Com a sequência de delações feitas pelos executivos de empreiteiras nos inquéritos vinculados à Operação Lava-Jato, o Brasil passou a ter certeza – e não apenas a suspeitar – de que por muitos anos o processo eleitoral foi contaminado pela prática de doações irregulares para candidatos dos principais partidos políticos.
Com estupefação e revolta, cidadãos e eleitores descobriram que boa parte dos problemas enfrentados com saúde, educação, segurança pública e infraestrutura têm sua origem na doação irregular de recursos relacionados a sonegação fiscal (Lei 8.137/90), lavagem de dinheiro (Lei 9.613/98), evasão de divisas (Lei 7.492/86) e até corrupção (art. 317 do Código Penal), quando o candidato recebe numerário sob a promessa de encaminhar algum benefício ou favorecimento ao doador, assim que eleito para o cargo em disputa. Nesse caso, conforme já decidiu o Supremo Tribunal Federal, candidato e doador podem ser processados criminalmente, sem necessidade de que a entrega de valores tenha se dado através de caixa 2. Vale dizer, a doação contabilizada e aparentemente lícita, na realidade, serve para "esquentar" o dinheiro da corrupção!

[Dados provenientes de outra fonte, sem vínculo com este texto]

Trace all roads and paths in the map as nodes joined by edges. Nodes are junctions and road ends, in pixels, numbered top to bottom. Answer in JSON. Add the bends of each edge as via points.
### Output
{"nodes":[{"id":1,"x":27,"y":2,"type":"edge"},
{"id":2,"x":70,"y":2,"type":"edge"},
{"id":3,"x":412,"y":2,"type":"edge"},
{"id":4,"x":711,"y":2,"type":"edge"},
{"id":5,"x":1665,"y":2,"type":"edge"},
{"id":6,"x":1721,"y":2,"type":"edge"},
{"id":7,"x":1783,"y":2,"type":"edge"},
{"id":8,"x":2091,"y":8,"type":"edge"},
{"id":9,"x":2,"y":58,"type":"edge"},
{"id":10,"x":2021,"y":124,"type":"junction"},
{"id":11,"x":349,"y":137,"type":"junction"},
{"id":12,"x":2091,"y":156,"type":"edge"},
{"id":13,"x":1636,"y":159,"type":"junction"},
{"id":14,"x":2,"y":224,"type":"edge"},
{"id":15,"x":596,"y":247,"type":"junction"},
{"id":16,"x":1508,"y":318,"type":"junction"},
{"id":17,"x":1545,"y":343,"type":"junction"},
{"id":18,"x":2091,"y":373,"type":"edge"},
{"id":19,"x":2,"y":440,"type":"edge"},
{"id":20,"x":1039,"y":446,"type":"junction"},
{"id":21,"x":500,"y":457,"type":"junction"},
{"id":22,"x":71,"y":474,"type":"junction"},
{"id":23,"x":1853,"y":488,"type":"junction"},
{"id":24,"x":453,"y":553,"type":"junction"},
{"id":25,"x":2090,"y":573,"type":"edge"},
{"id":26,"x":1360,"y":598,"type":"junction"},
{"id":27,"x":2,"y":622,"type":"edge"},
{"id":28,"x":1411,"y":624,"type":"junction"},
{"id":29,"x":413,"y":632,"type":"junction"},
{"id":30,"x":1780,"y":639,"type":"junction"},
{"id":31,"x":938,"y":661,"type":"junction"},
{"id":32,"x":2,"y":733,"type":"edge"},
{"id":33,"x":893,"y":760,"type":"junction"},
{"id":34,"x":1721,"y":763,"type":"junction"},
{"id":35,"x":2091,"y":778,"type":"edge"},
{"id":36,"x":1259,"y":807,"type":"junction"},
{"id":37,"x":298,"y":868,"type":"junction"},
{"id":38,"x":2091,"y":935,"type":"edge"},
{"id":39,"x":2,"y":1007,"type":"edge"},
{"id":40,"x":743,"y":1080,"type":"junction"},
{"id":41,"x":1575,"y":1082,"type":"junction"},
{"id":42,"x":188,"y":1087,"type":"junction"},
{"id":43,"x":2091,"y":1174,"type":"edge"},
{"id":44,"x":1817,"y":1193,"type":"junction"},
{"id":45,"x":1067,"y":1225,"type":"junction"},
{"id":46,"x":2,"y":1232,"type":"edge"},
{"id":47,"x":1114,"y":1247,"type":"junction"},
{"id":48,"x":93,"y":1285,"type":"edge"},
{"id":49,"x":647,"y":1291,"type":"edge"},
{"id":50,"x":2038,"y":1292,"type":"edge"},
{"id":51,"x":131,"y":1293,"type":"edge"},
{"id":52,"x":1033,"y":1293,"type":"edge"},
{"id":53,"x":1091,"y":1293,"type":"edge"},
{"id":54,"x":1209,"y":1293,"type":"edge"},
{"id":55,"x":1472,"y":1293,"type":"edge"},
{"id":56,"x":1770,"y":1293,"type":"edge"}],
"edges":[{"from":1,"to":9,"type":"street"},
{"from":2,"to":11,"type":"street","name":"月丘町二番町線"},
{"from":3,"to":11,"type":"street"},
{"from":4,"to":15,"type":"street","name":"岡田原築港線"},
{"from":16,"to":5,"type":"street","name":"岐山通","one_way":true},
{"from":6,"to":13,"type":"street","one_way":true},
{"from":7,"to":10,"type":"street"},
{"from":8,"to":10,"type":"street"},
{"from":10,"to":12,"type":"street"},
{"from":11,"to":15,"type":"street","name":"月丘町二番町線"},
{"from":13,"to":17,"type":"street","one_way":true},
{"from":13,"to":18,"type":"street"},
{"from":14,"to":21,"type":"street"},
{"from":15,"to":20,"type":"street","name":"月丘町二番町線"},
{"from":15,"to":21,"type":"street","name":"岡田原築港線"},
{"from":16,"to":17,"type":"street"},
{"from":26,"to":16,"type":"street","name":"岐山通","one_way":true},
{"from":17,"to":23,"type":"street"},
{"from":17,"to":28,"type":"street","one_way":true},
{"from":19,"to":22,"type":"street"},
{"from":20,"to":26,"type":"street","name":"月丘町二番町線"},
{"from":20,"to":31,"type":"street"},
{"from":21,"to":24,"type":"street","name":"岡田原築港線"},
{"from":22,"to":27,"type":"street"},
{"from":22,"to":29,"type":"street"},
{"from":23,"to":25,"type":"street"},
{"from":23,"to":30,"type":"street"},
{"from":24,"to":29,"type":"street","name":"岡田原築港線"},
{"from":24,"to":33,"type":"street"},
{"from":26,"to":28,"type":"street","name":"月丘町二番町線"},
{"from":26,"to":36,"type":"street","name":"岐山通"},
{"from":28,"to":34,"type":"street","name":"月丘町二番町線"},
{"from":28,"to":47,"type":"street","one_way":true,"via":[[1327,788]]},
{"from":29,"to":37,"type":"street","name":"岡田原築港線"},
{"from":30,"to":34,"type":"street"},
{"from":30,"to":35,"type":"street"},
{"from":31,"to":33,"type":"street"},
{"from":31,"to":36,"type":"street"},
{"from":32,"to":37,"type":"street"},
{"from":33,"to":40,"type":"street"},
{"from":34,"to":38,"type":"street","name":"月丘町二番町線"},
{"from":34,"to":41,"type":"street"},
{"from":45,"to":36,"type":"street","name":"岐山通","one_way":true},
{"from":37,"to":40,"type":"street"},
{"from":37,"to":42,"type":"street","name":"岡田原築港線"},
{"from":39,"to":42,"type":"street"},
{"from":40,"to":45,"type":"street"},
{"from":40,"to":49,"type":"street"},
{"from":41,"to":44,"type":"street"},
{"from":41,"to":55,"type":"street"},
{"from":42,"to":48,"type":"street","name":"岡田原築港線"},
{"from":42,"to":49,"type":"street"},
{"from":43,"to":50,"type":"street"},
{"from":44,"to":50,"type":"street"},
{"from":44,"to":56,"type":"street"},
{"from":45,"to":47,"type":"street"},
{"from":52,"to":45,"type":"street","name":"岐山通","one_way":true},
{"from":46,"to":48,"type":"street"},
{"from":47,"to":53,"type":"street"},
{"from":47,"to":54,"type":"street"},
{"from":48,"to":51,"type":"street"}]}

Para o crime comum de caixa 2, ou seja, sem a promessa de contrapartidas em prol do doador, o art. 350 do Código Eleitoral prevê pena de até cinco anos de reclusão e multa, se a doação declarada aos órgãos de controle é inferior àquela verdadeiramente recebida pelo candidato ou pela legenda partidária.
Como se trata de um crime disseminado por décadas, envolvendo um número de potenciais infratores talvez superior ao que a estrutura dos órgãos de persecução criminal seja capaz de investigar e denunciar, tão ou mais importante do que punir os culpados é reconhecer que essa prática só durou tantos anos por ineficiência dos meios de controle das campanhas eletivas. É chegada, portanto, a hora de o Brasil virar a página da hipocrisia que contagiou a relação entre candidaturas, partidos políticos, Ministério Público, tribunais eleitorais e tribunais de contas, inaugurando um novo tempo em que prevaleçam a transparência e a austeridade no que tange ao financiamento das campanhas e sua respectiva fiscalização.